MK: Media, Politicians Ignore ‘Out of Town’ Building Safety Issues

YERUSHALAYIM -
Israeli rescue services search through the rubble after a building site collapsed in Tel Aviv, Israel September 5, 2016. REUTERS/Nir Elias
Israeli rescue services search through the rubble after a building site collapsed in Tel Aviv, last Monday. (Reuters/Nir Elias)

Two of the victims of the Tel Aviv parking structure collapse are to be laid to rest Monday. The two – Oleg Mishalov and Roslan Issakov – are residents of Akko, and they will be interred in the cemetery there Monday afternoon.

The collapse of the four-story parking structure made headlines in Israel for a week, as well as around the world – but similar things happen on a regular basis and they are barely reported, according to Kulanu MK Eli Alalouf, chairman of the Knesset Labor and Welfare Committee. Speaking at a session of the committee in which the tragedy was discussed, Alalouf said that the reason so much had been said about it was because it took place in Tel Aviv.

“It happened in a neighborhood that is one of the hearts of Israeli high-tech, in a project that was being carried out by well-known, wealthy ‘celebrity’ contractors, in a well-developed city and in an expensive neighborhood,” said Alalouf. “It would not have been as well-reported if it happened elsewhere” – like in the north or south, in peripheral areas where there is much less incentive for the media to cover the story.

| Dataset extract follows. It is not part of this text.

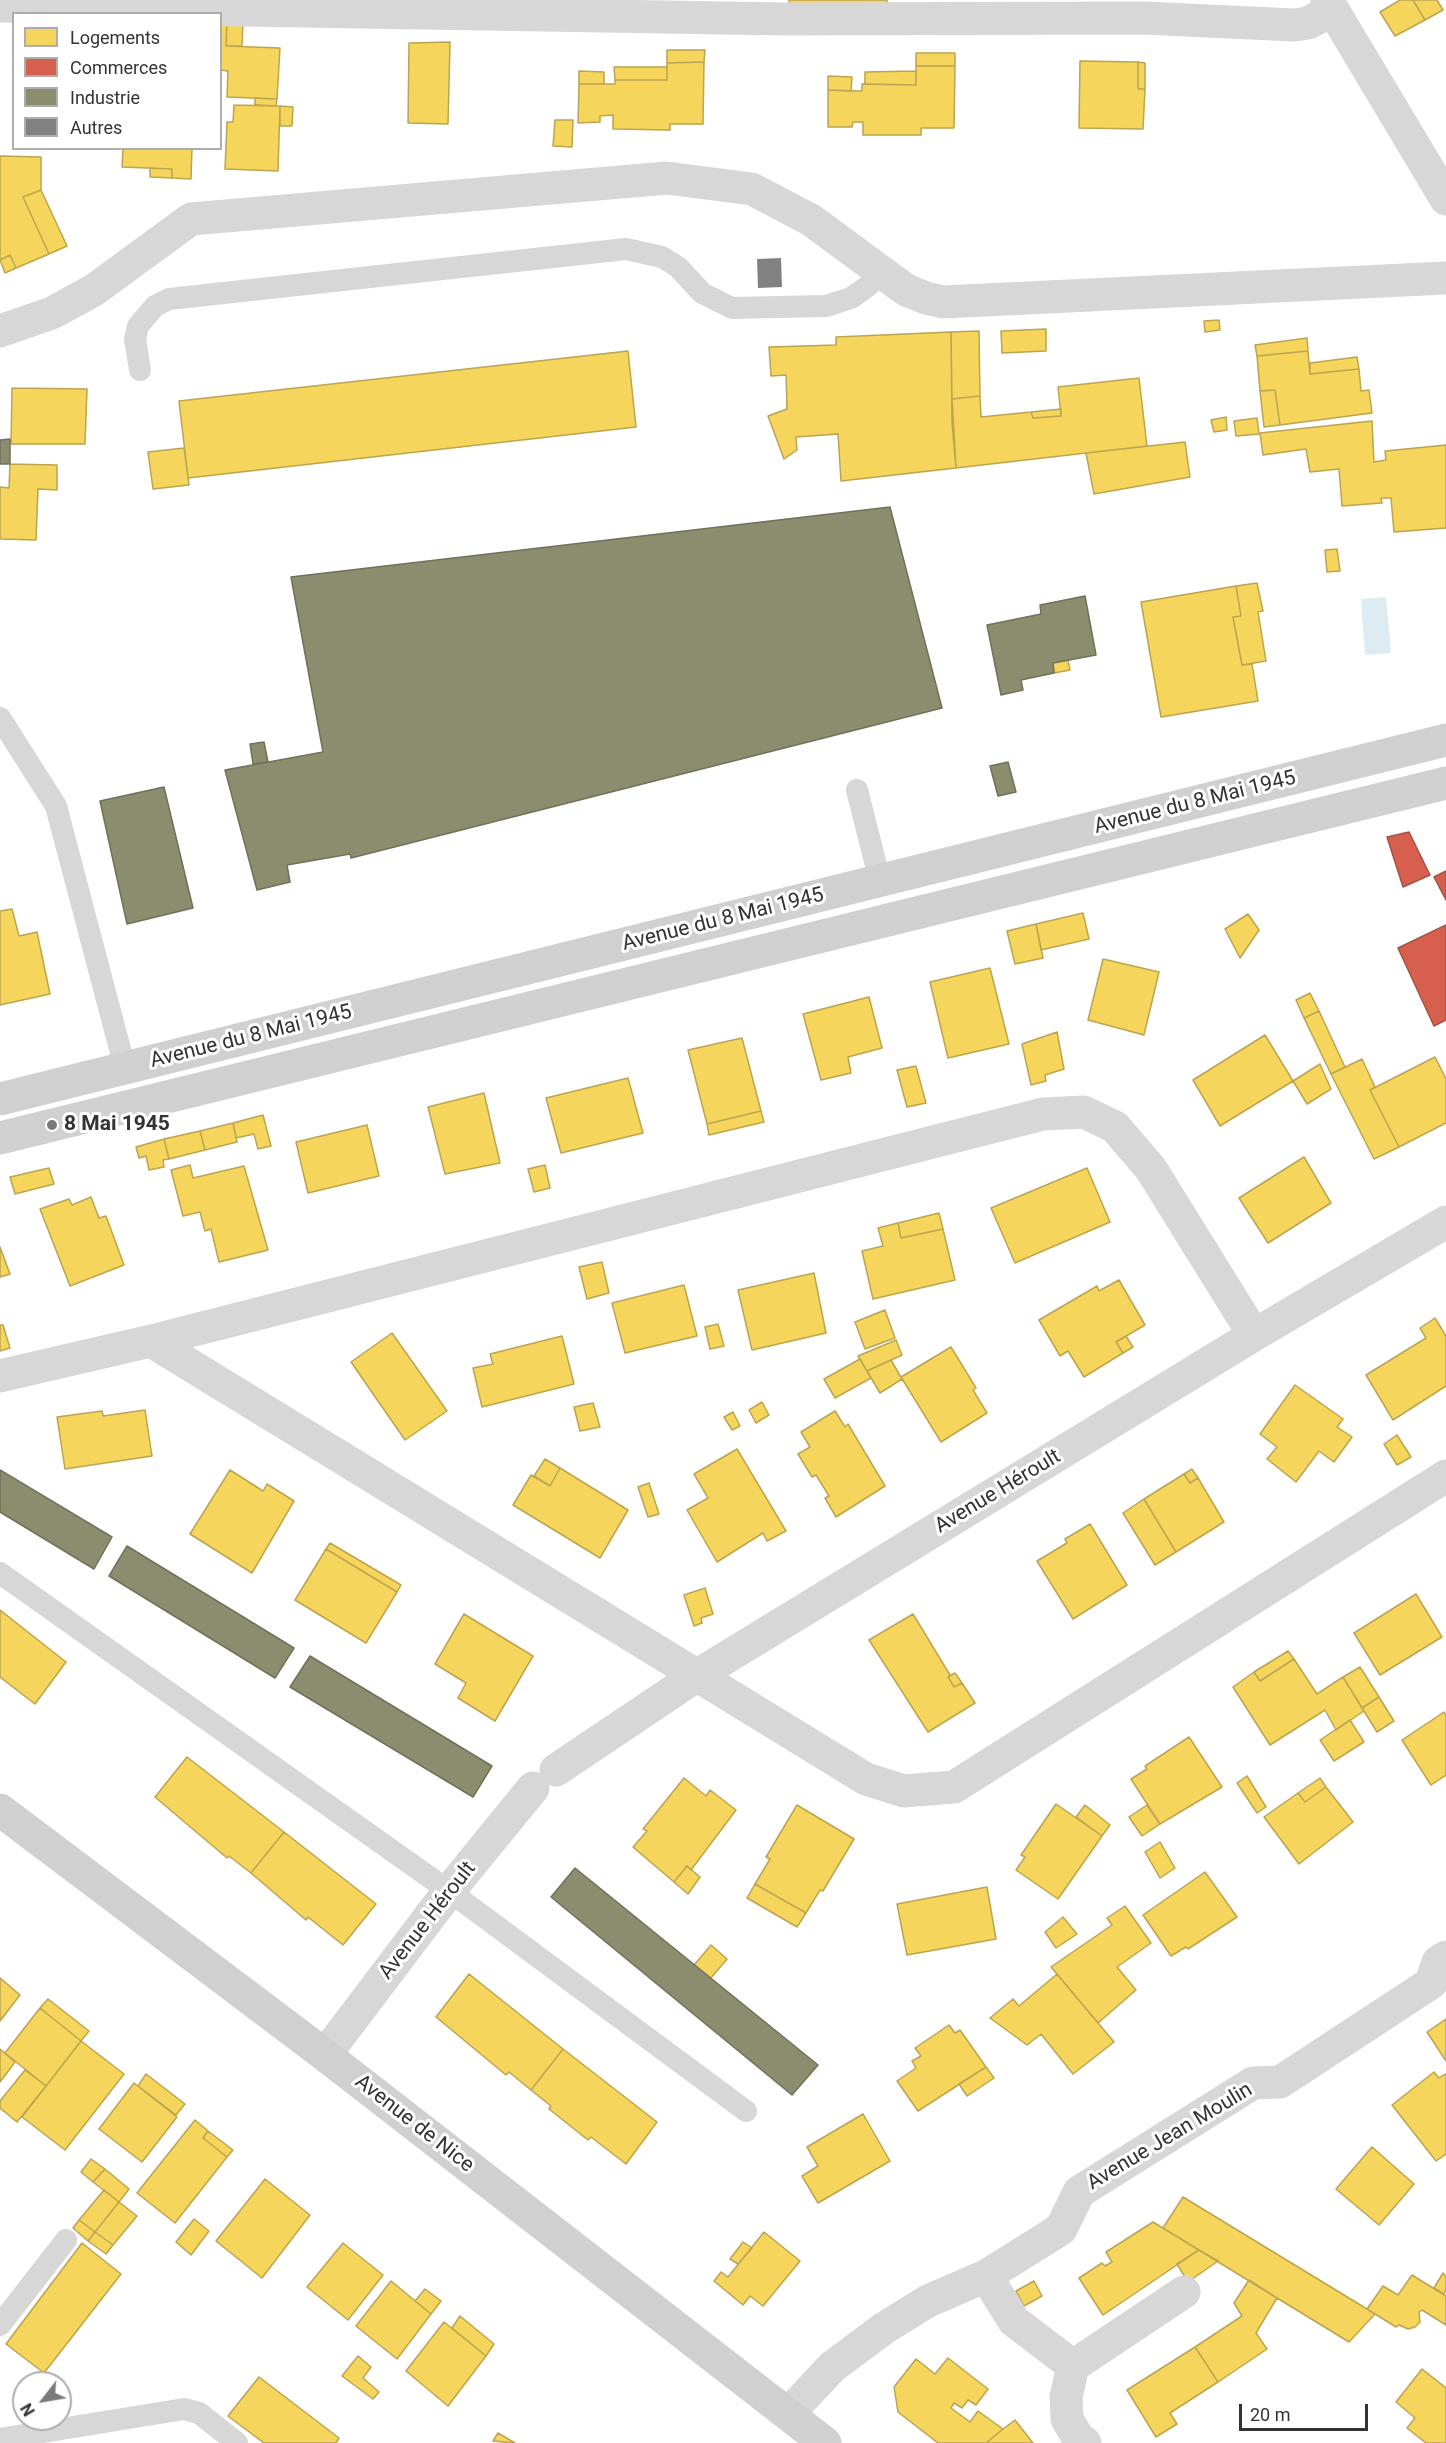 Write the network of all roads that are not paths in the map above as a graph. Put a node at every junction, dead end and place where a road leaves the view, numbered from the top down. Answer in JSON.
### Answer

A recent report by the State Comptroller castigated the lack of supervision at building sites. According to official figures, there are 184 construction supervisors in Israel, responsible for over 12,000 building sites – meaning that each one is responsible for over 700 sites each, the report said. Alalouf said he has long worried about the situation, and that over the past year has held no fewer than seven hearings on the matter. “We went to the head of the Civil Service, asking that he hire more inspectors, but for whatever reason, he was unable or unwilling to do so.” Now, of course, the Civil Service is feverishly hunting for new inspectors – only because of the “high profile” of the tragedy.